About this exercise
From the material below, copy out each line with the word "between" in it.

Records
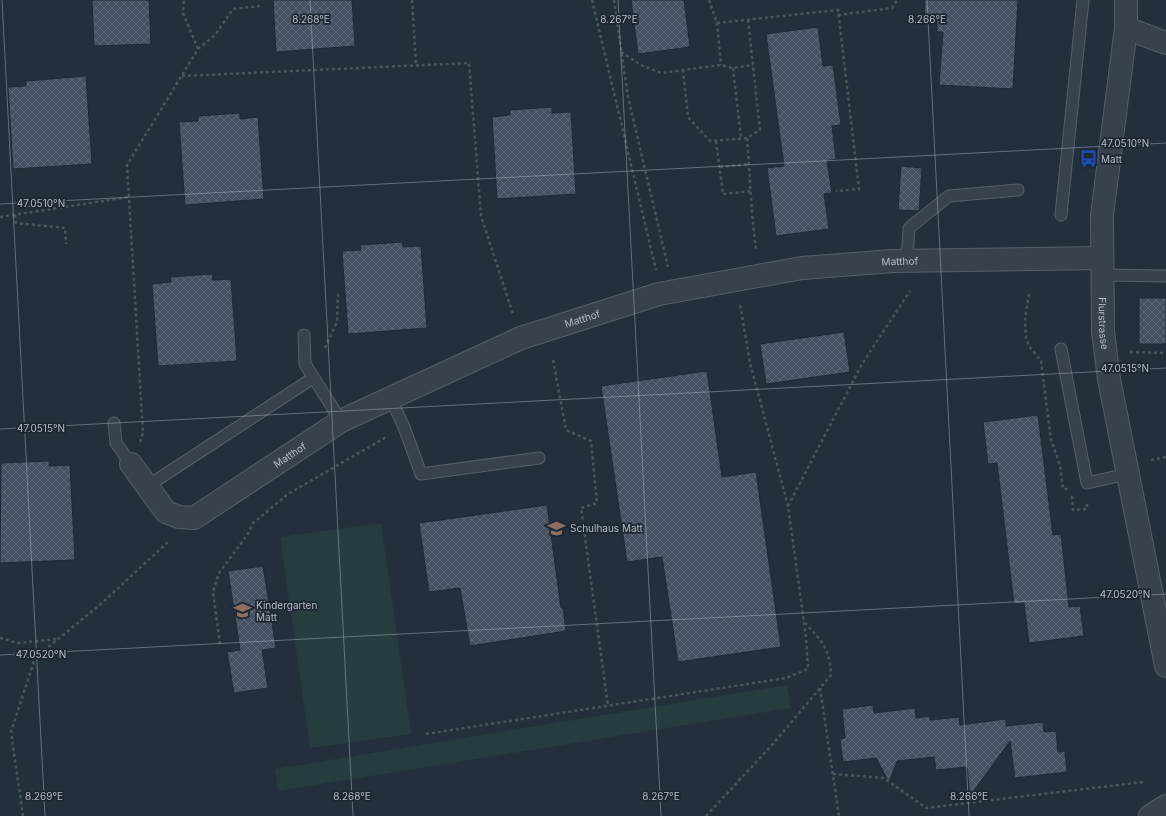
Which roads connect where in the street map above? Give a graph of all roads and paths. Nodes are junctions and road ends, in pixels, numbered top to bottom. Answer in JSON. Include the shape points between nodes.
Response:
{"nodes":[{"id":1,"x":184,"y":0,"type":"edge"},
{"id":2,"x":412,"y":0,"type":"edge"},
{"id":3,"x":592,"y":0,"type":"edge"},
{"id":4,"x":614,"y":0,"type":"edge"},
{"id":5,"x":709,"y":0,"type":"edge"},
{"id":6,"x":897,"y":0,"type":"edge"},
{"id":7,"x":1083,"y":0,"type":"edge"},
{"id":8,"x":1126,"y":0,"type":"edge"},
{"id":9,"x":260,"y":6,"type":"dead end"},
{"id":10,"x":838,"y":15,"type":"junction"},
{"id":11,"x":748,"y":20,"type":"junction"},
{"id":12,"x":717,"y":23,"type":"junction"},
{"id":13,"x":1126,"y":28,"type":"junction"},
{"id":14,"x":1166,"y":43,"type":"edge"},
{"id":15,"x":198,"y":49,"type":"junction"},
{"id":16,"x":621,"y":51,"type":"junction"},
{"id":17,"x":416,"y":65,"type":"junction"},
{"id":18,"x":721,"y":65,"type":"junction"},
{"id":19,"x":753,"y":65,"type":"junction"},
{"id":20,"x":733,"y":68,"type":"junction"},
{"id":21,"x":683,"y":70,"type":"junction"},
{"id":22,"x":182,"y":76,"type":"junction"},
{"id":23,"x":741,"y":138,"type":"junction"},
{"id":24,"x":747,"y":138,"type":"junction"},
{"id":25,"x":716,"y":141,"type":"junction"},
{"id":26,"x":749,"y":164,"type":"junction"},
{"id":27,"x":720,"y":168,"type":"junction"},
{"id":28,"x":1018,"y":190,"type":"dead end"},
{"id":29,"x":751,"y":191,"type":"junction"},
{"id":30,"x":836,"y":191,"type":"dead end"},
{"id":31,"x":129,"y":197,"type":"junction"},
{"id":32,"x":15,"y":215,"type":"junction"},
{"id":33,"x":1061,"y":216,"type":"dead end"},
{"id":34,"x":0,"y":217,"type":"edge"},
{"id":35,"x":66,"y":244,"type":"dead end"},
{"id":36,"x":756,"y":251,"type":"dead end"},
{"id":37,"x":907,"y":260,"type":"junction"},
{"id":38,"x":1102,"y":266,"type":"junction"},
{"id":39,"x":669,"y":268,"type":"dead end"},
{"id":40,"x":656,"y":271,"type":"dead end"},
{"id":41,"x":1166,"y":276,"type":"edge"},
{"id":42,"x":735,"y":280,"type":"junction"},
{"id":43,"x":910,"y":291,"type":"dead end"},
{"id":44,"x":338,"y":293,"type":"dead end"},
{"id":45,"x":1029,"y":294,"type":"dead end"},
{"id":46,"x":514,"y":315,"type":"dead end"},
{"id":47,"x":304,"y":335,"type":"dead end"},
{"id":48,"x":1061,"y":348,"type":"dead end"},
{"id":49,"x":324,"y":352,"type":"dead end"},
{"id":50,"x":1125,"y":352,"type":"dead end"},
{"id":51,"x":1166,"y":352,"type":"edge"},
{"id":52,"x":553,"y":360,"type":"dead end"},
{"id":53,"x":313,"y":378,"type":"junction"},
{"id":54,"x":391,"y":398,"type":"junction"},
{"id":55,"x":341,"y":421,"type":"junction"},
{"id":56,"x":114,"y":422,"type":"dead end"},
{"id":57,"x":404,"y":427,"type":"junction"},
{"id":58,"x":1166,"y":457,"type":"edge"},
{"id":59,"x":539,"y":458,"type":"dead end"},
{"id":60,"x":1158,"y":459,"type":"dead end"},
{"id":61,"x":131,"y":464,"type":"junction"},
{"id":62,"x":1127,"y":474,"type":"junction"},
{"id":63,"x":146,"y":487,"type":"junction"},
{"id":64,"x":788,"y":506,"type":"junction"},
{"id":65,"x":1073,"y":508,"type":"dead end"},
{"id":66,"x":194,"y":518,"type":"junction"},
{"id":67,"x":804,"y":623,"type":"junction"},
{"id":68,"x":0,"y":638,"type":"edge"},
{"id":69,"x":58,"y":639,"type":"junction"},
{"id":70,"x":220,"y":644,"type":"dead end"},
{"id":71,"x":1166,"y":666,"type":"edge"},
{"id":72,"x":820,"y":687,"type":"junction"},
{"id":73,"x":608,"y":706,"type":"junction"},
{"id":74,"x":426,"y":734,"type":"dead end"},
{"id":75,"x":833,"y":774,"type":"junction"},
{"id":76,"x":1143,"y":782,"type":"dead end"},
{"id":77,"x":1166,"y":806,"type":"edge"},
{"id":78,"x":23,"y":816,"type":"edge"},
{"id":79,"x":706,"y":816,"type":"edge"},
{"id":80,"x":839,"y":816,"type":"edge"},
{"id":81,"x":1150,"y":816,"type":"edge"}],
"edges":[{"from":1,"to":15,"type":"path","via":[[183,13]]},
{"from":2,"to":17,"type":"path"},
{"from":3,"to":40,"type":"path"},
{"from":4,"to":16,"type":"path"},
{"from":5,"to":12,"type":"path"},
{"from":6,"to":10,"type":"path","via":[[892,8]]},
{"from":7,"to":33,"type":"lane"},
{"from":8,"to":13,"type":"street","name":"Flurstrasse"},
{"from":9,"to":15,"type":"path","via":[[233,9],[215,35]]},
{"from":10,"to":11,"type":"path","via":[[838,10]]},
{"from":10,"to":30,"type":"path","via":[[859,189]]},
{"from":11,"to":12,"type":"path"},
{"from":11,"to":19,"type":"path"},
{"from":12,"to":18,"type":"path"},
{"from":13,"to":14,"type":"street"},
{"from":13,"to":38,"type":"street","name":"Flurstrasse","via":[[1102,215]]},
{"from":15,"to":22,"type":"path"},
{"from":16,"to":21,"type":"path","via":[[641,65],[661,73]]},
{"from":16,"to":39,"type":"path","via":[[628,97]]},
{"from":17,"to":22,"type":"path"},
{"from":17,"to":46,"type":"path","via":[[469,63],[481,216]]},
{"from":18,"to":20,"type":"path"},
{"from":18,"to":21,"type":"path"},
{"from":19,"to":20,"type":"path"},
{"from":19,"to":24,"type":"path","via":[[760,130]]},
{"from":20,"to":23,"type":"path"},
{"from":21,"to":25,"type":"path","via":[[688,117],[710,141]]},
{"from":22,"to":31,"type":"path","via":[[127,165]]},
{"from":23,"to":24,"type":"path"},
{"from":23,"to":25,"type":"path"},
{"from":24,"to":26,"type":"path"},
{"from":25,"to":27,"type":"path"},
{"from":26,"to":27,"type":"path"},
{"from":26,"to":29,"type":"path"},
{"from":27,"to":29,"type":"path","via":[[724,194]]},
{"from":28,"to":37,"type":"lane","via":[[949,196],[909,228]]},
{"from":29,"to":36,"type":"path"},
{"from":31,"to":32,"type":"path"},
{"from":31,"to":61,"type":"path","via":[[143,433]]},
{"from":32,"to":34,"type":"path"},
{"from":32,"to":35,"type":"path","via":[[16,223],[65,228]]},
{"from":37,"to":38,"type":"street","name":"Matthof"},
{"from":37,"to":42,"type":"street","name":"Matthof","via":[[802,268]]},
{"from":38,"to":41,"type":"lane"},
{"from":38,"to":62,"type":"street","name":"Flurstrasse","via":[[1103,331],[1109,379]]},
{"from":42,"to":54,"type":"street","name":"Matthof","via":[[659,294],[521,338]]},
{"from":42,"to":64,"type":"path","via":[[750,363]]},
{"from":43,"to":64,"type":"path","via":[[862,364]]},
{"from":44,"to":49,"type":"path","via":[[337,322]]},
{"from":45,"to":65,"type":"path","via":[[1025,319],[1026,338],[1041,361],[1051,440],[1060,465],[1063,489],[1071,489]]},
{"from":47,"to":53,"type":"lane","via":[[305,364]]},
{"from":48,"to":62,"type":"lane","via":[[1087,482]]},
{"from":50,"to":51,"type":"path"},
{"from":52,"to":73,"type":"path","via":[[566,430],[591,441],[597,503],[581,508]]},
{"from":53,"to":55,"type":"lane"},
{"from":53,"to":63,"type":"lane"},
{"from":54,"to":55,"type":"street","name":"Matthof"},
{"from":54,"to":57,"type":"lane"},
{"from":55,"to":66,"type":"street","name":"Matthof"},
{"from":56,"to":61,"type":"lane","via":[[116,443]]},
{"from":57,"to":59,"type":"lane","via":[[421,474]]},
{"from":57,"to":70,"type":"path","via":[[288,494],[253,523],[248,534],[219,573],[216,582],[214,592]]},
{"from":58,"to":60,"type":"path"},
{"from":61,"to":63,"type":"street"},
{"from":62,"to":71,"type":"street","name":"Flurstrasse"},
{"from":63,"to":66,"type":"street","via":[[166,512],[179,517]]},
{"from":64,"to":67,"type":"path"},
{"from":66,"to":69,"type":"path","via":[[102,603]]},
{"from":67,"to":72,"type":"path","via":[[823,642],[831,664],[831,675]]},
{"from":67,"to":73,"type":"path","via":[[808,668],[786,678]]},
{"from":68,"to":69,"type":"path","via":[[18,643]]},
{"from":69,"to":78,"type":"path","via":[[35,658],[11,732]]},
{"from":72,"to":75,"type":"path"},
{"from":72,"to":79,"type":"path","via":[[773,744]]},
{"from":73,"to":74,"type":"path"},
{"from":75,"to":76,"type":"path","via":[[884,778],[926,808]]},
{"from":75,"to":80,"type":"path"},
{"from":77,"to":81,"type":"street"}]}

---

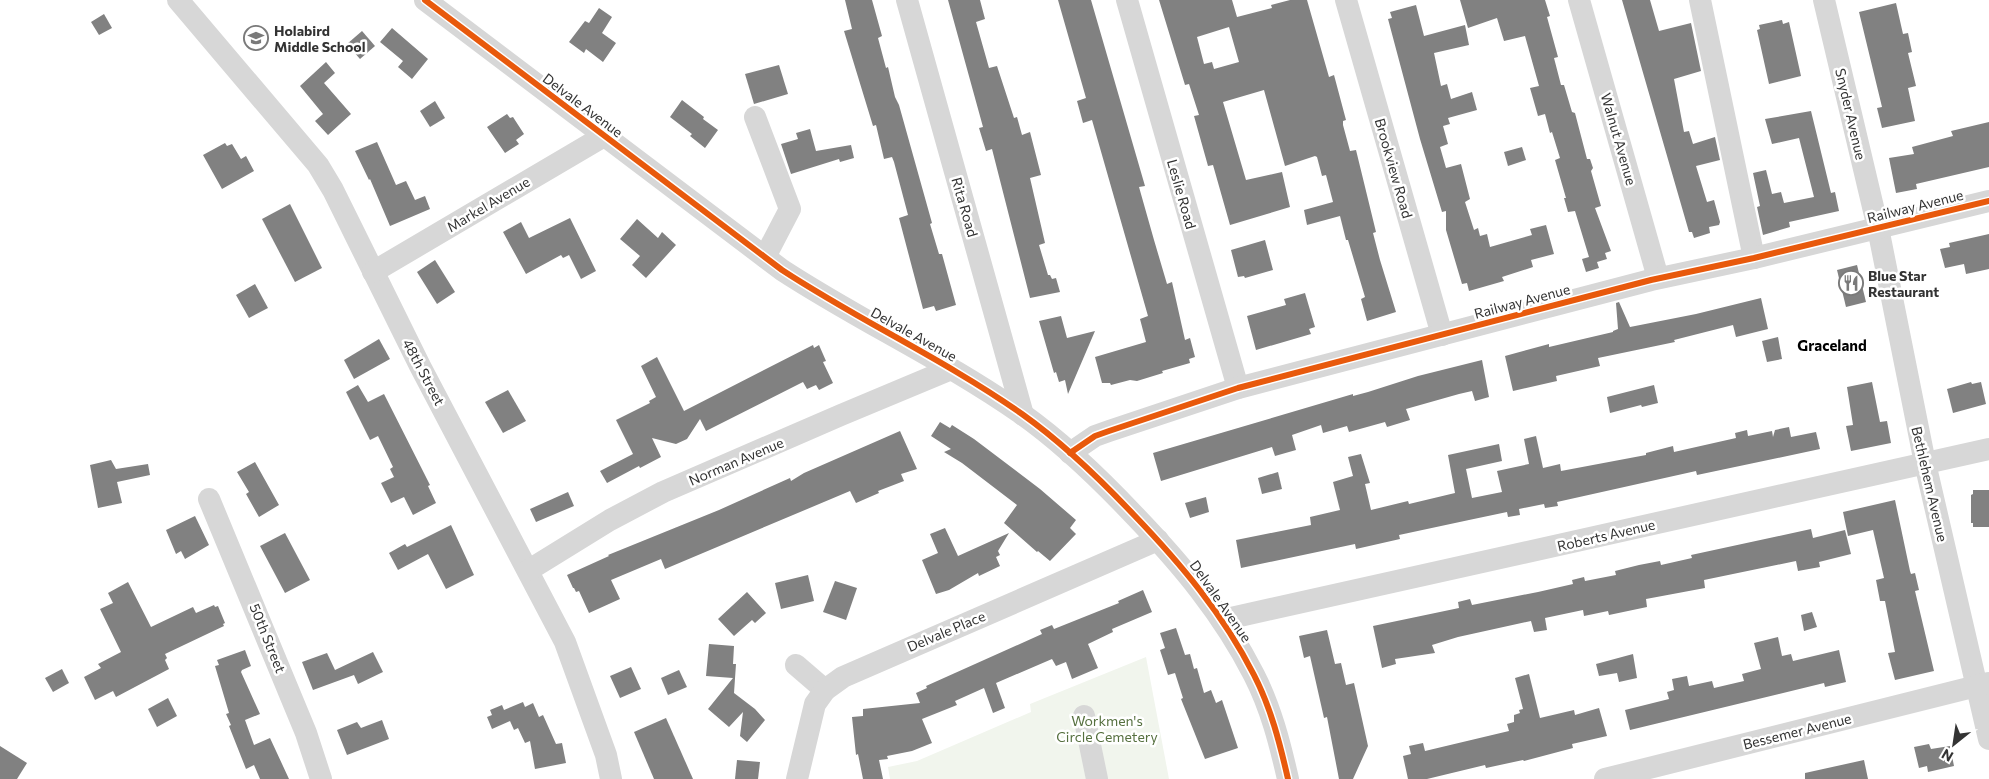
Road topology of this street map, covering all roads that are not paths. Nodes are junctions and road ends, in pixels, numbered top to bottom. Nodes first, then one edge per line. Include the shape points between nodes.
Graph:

Expected answer
Which roads connect where in the street map above? Give a graph of all roads and paths. Nodes are junctions and road ends, in pixels, numbered top to bottom. Answer in JSON. Include the shape points between nodes.
Road topology of this street map, covering all roads that are not paths. Nodes are junctions and road ends, in pixels, numbered top to bottom. Nodes first, then one edge per line. Include the shape points between nodes.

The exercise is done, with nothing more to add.